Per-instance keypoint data
----
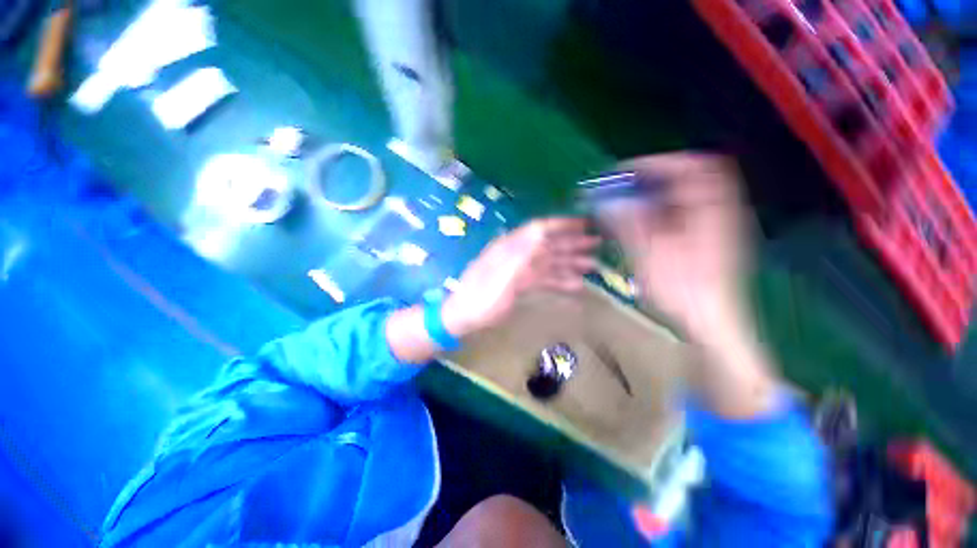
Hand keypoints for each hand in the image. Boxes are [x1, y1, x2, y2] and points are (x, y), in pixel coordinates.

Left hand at [442, 218, 599, 335]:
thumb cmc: (481, 297)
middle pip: (548, 245)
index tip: (584, 223)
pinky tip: (575, 285)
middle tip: (597, 243)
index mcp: (511, 247)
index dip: (562, 224)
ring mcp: (519, 270)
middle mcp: (517, 254)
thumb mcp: (501, 275)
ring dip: (570, 263)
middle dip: (572, 243)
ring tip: (593, 266)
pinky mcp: (520, 284)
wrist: (464, 316)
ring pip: (549, 262)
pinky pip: (544, 279)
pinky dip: (559, 280)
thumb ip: (522, 253)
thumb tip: (541, 231)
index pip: (539, 228)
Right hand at [601, 153, 751, 343]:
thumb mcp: (649, 254)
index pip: (691, 165)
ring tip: (631, 202)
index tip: (625, 172)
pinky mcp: (708, 237)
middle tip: (627, 186)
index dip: (656, 163)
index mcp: (712, 209)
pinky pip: (685, 211)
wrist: (710, 321)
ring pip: (686, 194)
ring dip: (657, 193)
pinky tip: (645, 222)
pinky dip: (663, 209)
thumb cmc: (682, 289)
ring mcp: (716, 223)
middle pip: (690, 176)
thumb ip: (628, 223)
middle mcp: (719, 209)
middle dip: (655, 176)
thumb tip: (607, 203)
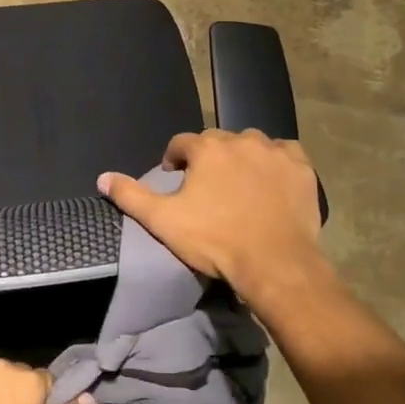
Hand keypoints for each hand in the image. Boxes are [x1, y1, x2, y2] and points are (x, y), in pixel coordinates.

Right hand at [97, 129, 328, 305]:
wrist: (274, 263)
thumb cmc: (215, 240)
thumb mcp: (163, 221)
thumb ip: (131, 196)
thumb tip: (103, 177)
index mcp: (207, 149)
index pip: (182, 143)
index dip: (175, 159)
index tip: (175, 178)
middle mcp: (241, 140)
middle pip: (218, 141)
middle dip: (209, 158)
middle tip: (208, 186)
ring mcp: (275, 152)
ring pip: (252, 144)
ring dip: (243, 157)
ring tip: (240, 183)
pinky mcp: (302, 168)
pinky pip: (286, 153)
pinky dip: (276, 162)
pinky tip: (272, 181)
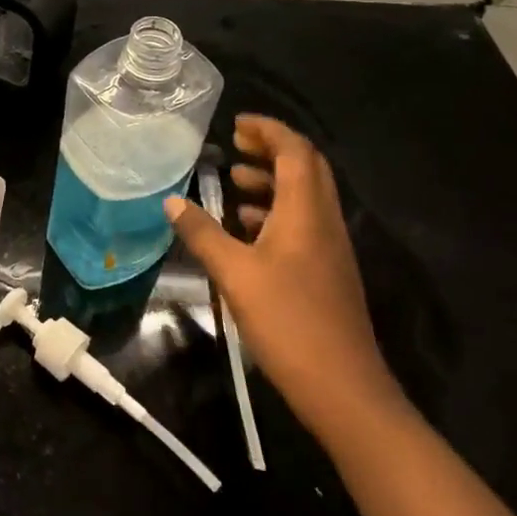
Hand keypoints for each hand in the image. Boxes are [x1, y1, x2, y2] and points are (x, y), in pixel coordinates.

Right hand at [164, 115, 401, 439]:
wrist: (345, 391)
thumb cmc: (289, 323)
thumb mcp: (235, 275)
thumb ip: (202, 234)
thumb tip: (171, 201)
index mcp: (306, 212)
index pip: (296, 151)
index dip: (268, 130)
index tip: (236, 124)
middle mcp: (324, 222)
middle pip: (306, 168)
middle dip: (271, 149)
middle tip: (234, 145)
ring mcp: (329, 249)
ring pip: (304, 197)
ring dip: (272, 181)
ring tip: (234, 181)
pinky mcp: (326, 273)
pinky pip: (302, 223)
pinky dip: (275, 211)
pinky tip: (245, 227)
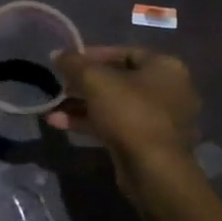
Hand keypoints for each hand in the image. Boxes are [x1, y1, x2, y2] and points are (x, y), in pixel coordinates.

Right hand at [49, 46, 198, 186]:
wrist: (153, 168)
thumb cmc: (130, 113)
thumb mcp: (95, 81)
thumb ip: (74, 63)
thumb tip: (57, 54)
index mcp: (165, 67)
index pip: (125, 52)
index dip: (93, 54)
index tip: (68, 62)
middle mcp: (169, 90)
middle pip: (119, 80)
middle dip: (84, 84)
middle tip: (60, 86)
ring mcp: (160, 119)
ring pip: (115, 105)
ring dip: (82, 106)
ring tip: (53, 109)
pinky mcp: (148, 143)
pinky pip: (117, 125)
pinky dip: (91, 123)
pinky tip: (61, 124)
----
### Problem details
Report the number of lines, in the entries above, that contain the word "Right", without any other text.

### Problem solution
4